What this task involves: Look through the entries and count each line that includes the string "Ambedkar". Reply with the number alone.

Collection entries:

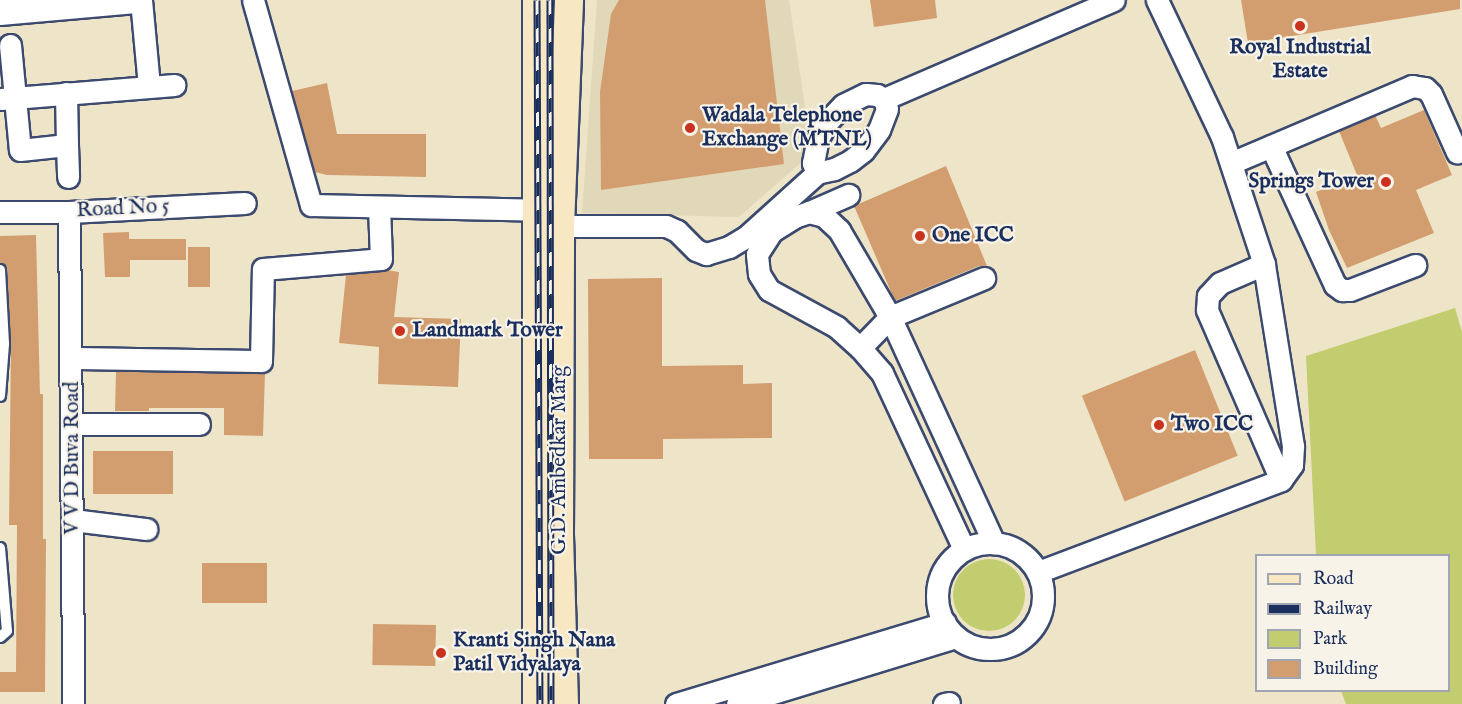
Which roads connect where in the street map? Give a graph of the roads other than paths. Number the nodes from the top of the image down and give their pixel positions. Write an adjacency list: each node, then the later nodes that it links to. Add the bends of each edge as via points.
1 (140, 0): 7 (street); 10 (street)
2 (253, 0): 23 (street, via 311,206)
3 (537, 0): 27 (main road, G.D. Ambedkar Marg)
4 (569, 0): 27 (main road, G.D. Ambedkar Marg)
5 (1114, 0): 13 (street)
6 (1157, 0): 18 (street)
7 (0, 12)
8 (10, 45): 12 (street)
9 (174, 85): 10 (street)
10 (148, 87): 11 (street)
11 (66, 93): 12 (street); 14 (street)
12 (7, 98): 16 (street)
13 (884, 99): 19 (street, via 885,119 863,151 834,169); 19 (street, via 866,94 843,105 819,138 813,163)
14 (67, 146): 16 (street); 20 (street)
15 (1271, 146): 17 (street, via 1419,86 1431,94); 18 (street); 29 (street, via 1335,285 1350,290)
16 (10, 151)
17 (1457, 152)
18 (1231, 163): 28 (street)
19 (818, 173): 27 (street, via 747,237 706,254 666,226)
20 (68, 177)
21 (850, 198): 26 (street)
22 (245, 203): 25 (street, Road No 5)
23 (379, 208): 27 (street); 34 (street, via 381,259 263,269 261,361)
24 (0, 212): 25 (street, Road No 5)
25 (69, 212): 34 (street, V V D Buva Road)
26 (817, 214): 32 (street, via 839,230); 33 (street, via 794,217 772,231 757,254 759,274 769,290 837,327)
27 (553, 216): 43 (main road, G.D. Ambedkar Marg)
28 (1264, 264): 40 (street, via 1293,446 1292,465); 40 (street, via 1220,284 1208,296 1207,310)
29 (1415, 264)
30 (0, 270): 35 (lane, via 4,344)
31 (984, 278): 32 (street)
32 (890, 317): 33 (street); 36 (street)
33 (860, 348): 37 (street, via 882,373)
34 (72, 358): 38 (street, V V D Buva Road)
35 (0, 396)
36 (930, 404): 37 (street); 44 (street)
37 (902, 415): 46 (street)
38 (72, 424): 39 (street); 41 (street, V V D Buva Road)
39 (199, 424)
40 (1281, 480): 47 (street)
41 (73, 520): 42 (street); 50 (street, V V D Buva Road)
42 (146, 529)
43 (548, 535): 51 (main road, G.D. Ambedkar Marg); 52 (main road, G.D. Ambedkar Marg)
44 (994, 543): 46 (street); 47 (street, via 1021,551)
45 (0, 548): 49 (lane, via 7,631)
46 (964, 549): 48 (street, via 941,573 937,591 938,610)
47 (1038, 572): 48 (street, via 1044,596 1041,612 1034,628 1021,639 1006,647 973,647)
48 (950, 630): 53 (street); 54 (street)
49 (0, 638)
50 (73, 704)
51 (537, 704)
52 (564, 704)
53 (676, 704)
54 (737, 704)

Solution: 4